Chemical Reactor Network modeling of ammonia–hydrogen combustion in a gas turbine: stochastic sensitivity analysis

To tackle climate change, we need to incorporate renewable energy sources on a large scale. One potential solution is the use of hydrogen, as an alternative energy vector that can be burnt in existing devices with little modification. Hydrogen can be produced from excess wind and solar power, ammonia, as a hydrogen carrier, is very appealing as it can be easily liquefied and distributed through the existing infrastructure. This study aims to explore the feasibility of using ammonia–hydrogen mixtures in industrial settings. This exploration is made by modeling a gas turbine system through a network of chemical reactors (CRN) and it is aimed at improving our understanding of the energy conversion process involving hydrogen, ammonia, and their mixtures. In this work, we analyze the most significant parameters of the CRN model, leveraging stochastic techniques. Specifically, we study the effects of the model and operational parameters on NOx emissions.
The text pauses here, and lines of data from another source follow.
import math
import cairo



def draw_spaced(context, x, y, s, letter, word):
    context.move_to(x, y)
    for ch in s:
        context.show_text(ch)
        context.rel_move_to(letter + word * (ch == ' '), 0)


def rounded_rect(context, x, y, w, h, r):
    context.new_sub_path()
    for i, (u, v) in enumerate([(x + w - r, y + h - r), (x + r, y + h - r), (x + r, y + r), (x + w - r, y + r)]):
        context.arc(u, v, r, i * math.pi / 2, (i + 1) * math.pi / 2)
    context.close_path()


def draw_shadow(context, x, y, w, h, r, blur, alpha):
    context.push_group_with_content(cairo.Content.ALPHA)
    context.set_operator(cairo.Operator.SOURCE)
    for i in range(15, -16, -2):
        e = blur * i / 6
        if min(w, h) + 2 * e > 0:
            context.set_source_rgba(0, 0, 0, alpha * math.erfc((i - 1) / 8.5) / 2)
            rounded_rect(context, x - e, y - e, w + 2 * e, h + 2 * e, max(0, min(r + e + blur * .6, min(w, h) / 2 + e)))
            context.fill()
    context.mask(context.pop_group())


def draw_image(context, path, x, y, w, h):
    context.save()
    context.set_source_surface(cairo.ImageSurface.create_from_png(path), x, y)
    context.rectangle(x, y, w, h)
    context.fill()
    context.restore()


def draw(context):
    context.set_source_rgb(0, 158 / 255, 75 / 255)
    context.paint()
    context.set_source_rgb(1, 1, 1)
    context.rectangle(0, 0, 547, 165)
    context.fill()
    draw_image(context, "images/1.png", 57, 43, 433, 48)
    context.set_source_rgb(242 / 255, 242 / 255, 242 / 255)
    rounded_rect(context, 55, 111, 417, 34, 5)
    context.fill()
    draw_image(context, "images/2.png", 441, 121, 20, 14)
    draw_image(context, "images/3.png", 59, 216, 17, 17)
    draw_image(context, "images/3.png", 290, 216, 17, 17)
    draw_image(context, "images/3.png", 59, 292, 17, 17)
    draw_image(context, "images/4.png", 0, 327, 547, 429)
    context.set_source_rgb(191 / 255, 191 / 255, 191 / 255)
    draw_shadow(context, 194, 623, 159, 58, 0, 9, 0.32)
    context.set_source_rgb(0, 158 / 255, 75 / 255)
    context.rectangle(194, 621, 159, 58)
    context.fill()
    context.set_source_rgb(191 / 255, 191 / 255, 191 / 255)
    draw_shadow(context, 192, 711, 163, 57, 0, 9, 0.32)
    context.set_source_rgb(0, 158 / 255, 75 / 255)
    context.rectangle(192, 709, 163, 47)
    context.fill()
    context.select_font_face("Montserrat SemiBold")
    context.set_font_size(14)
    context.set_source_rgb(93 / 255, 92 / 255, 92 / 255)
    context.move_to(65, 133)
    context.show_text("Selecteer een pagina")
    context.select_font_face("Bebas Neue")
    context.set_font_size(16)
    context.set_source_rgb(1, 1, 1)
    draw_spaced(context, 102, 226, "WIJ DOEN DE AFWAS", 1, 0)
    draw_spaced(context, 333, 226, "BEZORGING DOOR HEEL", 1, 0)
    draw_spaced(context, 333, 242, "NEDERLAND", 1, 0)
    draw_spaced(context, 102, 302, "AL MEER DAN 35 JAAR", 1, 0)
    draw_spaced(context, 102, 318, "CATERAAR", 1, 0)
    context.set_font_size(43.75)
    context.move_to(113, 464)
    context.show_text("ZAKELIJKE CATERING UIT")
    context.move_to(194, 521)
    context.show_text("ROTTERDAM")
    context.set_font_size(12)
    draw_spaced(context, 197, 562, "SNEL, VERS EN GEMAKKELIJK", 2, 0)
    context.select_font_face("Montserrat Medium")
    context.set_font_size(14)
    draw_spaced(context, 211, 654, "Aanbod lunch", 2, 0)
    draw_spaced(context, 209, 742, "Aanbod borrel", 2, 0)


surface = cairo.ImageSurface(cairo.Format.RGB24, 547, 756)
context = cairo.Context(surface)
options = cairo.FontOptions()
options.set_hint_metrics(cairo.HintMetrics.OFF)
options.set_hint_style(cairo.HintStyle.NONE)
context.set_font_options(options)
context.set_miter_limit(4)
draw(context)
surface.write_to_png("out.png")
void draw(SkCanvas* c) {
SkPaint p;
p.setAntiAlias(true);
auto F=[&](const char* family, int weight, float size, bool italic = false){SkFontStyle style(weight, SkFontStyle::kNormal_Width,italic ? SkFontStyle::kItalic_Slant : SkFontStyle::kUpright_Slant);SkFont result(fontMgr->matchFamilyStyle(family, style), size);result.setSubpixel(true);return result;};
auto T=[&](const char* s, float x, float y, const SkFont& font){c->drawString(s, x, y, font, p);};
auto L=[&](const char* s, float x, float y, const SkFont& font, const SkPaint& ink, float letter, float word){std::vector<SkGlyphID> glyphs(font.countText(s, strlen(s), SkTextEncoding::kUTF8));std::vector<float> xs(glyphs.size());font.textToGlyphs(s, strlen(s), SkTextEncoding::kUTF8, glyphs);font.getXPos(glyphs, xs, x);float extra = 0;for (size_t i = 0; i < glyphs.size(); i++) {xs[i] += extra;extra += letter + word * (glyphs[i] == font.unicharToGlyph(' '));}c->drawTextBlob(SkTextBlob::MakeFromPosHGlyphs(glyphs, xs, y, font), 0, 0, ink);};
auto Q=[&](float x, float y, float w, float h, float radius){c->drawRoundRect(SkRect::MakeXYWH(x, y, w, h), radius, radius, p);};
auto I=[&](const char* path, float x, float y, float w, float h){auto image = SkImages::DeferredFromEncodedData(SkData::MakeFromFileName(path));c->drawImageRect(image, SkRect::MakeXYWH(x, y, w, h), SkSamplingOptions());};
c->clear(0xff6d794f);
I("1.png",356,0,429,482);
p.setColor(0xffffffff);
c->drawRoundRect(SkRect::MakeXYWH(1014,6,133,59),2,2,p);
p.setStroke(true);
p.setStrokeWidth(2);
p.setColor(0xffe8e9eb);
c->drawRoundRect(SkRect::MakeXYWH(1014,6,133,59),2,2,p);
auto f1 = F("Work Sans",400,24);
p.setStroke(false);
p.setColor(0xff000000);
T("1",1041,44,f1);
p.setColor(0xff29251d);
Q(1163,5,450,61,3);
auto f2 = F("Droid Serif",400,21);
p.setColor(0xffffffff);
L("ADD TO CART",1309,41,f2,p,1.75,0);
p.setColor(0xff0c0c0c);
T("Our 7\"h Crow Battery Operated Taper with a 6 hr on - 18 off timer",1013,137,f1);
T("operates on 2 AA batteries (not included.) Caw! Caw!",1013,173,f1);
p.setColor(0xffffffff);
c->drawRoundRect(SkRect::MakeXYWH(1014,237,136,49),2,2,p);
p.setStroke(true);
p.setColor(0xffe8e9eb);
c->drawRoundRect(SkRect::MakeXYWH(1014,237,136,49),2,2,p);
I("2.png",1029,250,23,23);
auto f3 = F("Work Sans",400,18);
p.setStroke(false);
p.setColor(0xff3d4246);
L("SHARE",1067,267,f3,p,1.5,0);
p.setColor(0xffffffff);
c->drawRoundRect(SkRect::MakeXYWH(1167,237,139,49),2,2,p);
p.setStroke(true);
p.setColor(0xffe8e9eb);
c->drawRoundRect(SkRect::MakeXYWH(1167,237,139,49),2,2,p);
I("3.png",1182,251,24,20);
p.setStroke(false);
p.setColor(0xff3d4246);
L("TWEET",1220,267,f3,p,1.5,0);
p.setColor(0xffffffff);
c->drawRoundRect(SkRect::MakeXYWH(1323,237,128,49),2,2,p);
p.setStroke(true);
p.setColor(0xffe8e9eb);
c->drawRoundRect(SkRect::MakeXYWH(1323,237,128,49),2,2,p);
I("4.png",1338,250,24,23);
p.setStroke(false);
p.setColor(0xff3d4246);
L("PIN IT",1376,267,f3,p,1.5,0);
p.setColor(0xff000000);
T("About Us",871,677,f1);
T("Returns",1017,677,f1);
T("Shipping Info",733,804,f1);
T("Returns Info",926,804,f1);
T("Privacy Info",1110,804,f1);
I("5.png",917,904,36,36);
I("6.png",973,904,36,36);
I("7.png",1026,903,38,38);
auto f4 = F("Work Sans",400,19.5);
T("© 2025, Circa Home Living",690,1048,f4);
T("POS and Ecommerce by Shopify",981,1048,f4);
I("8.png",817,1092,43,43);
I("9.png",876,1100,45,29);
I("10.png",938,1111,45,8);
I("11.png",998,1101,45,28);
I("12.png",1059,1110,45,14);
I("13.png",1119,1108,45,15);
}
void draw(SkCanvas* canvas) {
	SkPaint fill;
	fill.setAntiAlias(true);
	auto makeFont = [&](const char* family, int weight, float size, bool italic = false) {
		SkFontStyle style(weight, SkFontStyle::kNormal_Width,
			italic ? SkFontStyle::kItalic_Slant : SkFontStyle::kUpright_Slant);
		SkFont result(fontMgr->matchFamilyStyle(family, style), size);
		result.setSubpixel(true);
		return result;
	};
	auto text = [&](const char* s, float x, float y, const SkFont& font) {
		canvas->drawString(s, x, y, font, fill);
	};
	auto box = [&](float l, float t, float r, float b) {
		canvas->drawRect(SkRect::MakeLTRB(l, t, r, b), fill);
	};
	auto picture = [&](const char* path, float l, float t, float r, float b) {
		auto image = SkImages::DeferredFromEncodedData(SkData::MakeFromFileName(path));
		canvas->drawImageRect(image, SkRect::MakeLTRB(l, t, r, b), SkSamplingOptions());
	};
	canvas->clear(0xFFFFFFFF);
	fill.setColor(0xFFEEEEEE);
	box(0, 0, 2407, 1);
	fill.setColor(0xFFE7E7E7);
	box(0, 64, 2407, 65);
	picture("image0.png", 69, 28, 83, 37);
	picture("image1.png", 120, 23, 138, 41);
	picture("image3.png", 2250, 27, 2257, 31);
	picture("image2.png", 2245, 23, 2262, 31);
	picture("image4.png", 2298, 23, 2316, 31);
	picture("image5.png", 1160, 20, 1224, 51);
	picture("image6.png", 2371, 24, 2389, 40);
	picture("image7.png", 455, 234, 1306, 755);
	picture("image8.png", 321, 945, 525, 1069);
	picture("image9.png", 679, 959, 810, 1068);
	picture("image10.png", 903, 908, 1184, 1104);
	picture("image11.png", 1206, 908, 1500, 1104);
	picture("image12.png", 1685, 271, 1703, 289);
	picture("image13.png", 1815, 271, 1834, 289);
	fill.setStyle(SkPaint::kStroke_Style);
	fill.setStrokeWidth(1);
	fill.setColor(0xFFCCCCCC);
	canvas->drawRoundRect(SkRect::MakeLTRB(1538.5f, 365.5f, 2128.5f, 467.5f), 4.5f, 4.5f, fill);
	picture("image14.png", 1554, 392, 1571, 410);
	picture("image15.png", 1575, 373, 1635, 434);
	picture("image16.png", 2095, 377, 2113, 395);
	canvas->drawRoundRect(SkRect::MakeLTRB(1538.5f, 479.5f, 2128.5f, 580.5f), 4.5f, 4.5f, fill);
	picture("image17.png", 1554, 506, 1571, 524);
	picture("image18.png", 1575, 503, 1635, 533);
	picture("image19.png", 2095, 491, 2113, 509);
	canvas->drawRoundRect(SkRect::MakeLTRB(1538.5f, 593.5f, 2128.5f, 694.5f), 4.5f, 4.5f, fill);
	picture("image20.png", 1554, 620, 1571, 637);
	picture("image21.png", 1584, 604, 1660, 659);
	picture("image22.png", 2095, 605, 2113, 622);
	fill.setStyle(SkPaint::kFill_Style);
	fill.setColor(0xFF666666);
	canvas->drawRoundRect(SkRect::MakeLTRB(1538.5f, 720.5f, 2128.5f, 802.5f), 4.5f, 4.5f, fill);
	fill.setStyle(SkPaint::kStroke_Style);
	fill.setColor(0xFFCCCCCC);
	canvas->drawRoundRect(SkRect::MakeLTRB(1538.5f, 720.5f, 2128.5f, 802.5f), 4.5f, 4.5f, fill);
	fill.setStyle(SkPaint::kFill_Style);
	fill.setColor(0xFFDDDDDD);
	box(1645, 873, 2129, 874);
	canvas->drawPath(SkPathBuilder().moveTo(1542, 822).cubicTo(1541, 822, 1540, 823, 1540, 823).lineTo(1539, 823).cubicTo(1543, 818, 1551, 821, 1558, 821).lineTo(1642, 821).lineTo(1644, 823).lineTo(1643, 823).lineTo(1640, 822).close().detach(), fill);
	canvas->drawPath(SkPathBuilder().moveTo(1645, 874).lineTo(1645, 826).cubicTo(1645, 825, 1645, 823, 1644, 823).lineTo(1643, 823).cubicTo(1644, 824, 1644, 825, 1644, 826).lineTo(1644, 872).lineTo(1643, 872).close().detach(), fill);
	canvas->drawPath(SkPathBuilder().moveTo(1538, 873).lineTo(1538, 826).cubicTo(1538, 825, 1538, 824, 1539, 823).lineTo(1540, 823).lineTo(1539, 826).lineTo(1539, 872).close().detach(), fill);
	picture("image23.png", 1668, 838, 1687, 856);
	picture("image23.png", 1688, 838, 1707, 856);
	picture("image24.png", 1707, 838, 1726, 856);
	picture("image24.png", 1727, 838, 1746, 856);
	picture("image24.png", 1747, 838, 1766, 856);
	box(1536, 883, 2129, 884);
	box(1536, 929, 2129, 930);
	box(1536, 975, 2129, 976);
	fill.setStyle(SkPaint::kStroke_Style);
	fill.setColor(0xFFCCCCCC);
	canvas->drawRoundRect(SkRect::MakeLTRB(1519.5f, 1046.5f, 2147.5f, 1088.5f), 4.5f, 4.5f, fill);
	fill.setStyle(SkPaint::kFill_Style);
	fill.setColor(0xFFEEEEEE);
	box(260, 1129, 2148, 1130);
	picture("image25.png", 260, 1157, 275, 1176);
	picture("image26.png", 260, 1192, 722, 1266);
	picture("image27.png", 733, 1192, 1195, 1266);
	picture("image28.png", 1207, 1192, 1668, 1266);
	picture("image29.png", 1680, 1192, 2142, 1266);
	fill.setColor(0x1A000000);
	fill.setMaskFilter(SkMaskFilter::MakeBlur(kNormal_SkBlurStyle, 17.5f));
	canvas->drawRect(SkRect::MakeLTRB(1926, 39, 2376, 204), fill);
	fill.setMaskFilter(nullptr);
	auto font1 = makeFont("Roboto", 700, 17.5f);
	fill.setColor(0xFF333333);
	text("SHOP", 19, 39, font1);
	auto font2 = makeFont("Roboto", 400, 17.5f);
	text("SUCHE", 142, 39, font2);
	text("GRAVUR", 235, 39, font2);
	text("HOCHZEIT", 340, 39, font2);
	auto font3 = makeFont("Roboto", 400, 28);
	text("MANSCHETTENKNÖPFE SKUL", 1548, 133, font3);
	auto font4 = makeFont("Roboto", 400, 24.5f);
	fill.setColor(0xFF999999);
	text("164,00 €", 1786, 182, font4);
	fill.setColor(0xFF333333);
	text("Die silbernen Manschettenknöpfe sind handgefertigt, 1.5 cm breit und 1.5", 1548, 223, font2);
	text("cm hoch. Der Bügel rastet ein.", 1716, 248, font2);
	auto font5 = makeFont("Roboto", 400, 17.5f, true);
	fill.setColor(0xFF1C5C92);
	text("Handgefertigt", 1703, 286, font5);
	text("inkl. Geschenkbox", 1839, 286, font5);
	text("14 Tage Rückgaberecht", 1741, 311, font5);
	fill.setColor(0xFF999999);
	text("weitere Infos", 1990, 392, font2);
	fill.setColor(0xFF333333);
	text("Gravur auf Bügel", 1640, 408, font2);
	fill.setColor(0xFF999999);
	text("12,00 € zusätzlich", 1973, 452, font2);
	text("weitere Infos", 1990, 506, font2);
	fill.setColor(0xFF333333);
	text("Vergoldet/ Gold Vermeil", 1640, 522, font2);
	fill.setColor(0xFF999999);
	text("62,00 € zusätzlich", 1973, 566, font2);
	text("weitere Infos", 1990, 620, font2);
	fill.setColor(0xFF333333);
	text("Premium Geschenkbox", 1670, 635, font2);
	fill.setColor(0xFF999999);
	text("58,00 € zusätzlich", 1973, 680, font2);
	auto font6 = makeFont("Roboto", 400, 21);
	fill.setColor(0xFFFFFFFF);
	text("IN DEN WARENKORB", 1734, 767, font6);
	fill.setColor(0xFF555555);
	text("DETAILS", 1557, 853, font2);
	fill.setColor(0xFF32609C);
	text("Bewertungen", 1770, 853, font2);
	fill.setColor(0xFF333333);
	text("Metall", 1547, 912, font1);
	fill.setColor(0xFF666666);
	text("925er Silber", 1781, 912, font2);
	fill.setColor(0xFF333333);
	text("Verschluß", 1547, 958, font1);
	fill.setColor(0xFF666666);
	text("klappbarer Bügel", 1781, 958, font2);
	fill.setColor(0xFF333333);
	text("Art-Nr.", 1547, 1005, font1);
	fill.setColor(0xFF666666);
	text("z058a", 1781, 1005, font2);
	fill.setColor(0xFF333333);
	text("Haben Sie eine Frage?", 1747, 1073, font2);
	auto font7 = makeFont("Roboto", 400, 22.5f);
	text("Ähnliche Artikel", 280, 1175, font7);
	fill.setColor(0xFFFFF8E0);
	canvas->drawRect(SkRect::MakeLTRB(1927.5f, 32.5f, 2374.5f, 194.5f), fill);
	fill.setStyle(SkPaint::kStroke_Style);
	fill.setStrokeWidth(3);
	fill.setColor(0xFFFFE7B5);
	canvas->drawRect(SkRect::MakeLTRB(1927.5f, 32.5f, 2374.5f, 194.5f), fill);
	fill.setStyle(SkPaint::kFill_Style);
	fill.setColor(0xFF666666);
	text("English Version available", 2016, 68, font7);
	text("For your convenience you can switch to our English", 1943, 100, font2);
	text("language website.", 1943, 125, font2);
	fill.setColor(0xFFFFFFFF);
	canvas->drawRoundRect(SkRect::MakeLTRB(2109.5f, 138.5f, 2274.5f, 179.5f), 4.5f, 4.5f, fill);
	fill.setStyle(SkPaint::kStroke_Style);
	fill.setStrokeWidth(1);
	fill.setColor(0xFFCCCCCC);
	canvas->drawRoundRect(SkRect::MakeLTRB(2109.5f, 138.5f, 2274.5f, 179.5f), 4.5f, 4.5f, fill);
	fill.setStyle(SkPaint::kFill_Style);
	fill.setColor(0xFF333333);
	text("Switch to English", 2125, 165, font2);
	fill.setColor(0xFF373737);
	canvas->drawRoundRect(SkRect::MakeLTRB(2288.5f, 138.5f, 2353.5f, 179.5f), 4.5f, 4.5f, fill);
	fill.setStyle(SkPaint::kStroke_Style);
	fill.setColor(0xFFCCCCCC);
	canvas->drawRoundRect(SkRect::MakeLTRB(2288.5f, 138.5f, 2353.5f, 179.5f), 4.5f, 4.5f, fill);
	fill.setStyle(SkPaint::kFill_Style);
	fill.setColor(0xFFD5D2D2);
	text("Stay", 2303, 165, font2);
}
This could represent a valuable aid in the development of CRN models capable of predicting emissions from gas turbine systems, to understand the impact of various operating conditions, such as pressure, temperature, equivalence ratio, and mixture composition. •Chemical Reactor Network (CRN) to emulate gas turbine system fueled by ammonia–hydrogen mixtures.•Stochastic sensitivity analysis to operating condition and model parameters.•Strong influence of equivalence ratio on NOx emissions.